# Problem to work on:
From the first entry to the last, copy each one exactly.

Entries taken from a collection
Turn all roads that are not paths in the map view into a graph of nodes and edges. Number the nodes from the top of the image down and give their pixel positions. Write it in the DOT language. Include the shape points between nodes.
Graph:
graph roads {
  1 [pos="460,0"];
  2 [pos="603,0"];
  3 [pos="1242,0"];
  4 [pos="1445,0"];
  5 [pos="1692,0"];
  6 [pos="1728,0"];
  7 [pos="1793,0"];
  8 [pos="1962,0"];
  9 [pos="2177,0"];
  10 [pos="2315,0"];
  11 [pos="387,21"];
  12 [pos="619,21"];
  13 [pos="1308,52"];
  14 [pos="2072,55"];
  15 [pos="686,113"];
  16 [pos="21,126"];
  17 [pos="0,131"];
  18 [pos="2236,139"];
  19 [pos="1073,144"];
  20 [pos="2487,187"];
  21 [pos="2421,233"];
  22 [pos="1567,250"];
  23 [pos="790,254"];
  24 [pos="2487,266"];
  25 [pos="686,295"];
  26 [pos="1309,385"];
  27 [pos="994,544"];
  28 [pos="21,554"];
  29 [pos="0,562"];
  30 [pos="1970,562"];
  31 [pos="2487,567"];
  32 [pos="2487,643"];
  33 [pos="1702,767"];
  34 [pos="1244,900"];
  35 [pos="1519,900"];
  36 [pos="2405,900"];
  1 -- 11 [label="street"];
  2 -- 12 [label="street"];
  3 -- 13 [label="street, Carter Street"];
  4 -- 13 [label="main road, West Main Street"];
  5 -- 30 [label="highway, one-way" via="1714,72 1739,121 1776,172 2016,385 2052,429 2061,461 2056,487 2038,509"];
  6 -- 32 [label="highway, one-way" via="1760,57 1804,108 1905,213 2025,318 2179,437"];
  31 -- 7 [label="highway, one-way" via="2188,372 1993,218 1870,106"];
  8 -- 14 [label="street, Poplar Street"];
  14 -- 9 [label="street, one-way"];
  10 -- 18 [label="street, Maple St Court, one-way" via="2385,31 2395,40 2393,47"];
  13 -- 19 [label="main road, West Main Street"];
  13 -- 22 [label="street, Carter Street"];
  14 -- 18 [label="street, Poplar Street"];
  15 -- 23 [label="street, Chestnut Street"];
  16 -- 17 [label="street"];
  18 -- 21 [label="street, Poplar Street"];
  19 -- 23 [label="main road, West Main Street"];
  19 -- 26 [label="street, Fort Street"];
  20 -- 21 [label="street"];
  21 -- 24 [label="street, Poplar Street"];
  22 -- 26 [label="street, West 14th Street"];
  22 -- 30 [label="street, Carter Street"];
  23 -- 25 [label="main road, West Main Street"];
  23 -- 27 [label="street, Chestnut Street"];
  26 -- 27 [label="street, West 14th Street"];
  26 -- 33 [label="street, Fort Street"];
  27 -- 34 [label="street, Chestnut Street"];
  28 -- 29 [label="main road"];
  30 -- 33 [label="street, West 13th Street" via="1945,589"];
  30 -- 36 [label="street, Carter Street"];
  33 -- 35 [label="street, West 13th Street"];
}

# The answer:
Turn all roads that are not paths in the map view into a graph of nodes and edges. Number the nodes from the top of the image down and give their pixel positions. Write it in the DOT language. Include the shape points between nodes.
Graph:
graph roads {
  1 [pos="460,0"];
  2 [pos="603,0"];
  3 [pos="1242,0"];
  4 [pos="1445,0"];
  5 [pos="1692,0"];
  6 [pos="1728,0"];
  7 [pos="1793,0"];
  8 [pos="1962,0"];
  9 [pos="2177,0"];
  10 [pos="2315,0"];
  11 [pos="387,21"];
  12 [pos="619,21"];
  13 [pos="1308,52"];
  14 [pos="2072,55"];
  15 [pos="686,113"];
  16 [pos="21,126"];
  17 [pos="0,131"];
  18 [pos="2236,139"];
  19 [pos="1073,144"];
  20 [pos="2487,187"];
  21 [pos="2421,233"];
  22 [pos="1567,250"];
  23 [pos="790,254"];
  24 [pos="2487,266"];
  25 [pos="686,295"];
  26 [pos="1309,385"];
  27 [pos="994,544"];
  28 [pos="21,554"];
  29 [pos="0,562"];
  30 [pos="1970,562"];
  31 [pos="2487,567"];
  32 [pos="2487,643"];
  33 [pos="1702,767"];
  34 [pos="1244,900"];
  35 [pos="1519,900"];
  36 [pos="2405,900"];
  1 -- 11 [label="street"];
  2 -- 12 [label="street"];
  3 -- 13 [label="street, Carter Street"];
  4 -- 13 [label="main road, West Main Street"];
  5 -- 30 [label="highway, one-way" via="1714,72 1739,121 1776,172 2016,385 2052,429 2061,461 2056,487 2038,509"];
  6 -- 32 [label="highway, one-way" via="1760,57 1804,108 1905,213 2025,318 2179,437"];
  31 -- 7 [label="highway, one-way" via="2188,372 1993,218 1870,106"];
  8 -- 14 [label="street, Poplar Street"];
  14 -- 9 [label="street, one-way"];
  10 -- 18 [label="street, Maple St Court, one-way" via="2385,31 2395,40 2393,47"];
  13 -- 19 [label="main road, West Main Street"];
  13 -- 22 [label="street, Carter Street"];
  14 -- 18 [label="street, Poplar Street"];
  15 -- 23 [label="street, Chestnut Street"];
  16 -- 17 [label="street"];
  18 -- 21 [label="street, Poplar Street"];
  19 -- 23 [label="main road, West Main Street"];
  19 -- 26 [label="street, Fort Street"];
  20 -- 21 [label="street"];
  21 -- 24 [label="street, Poplar Street"];
  22 -- 26 [label="street, West 14th Street"];
  22 -- 30 [label="street, Carter Street"];
  23 -- 25 [label="main road, West Main Street"];
  23 -- 27 [label="street, Chestnut Street"];
  26 -- 27 [label="street, West 14th Street"];
  26 -- 33 [label="street, Fort Street"];
  27 -- 34 [label="street, Chestnut Street"];
  28 -- 29 [label="main road"];
  30 -- 33 [label="street, West 13th Street" via="1945,589"];
  30 -- 36 [label="street, Carter Street"];
  33 -- 35 [label="street, West 13th Street"];
}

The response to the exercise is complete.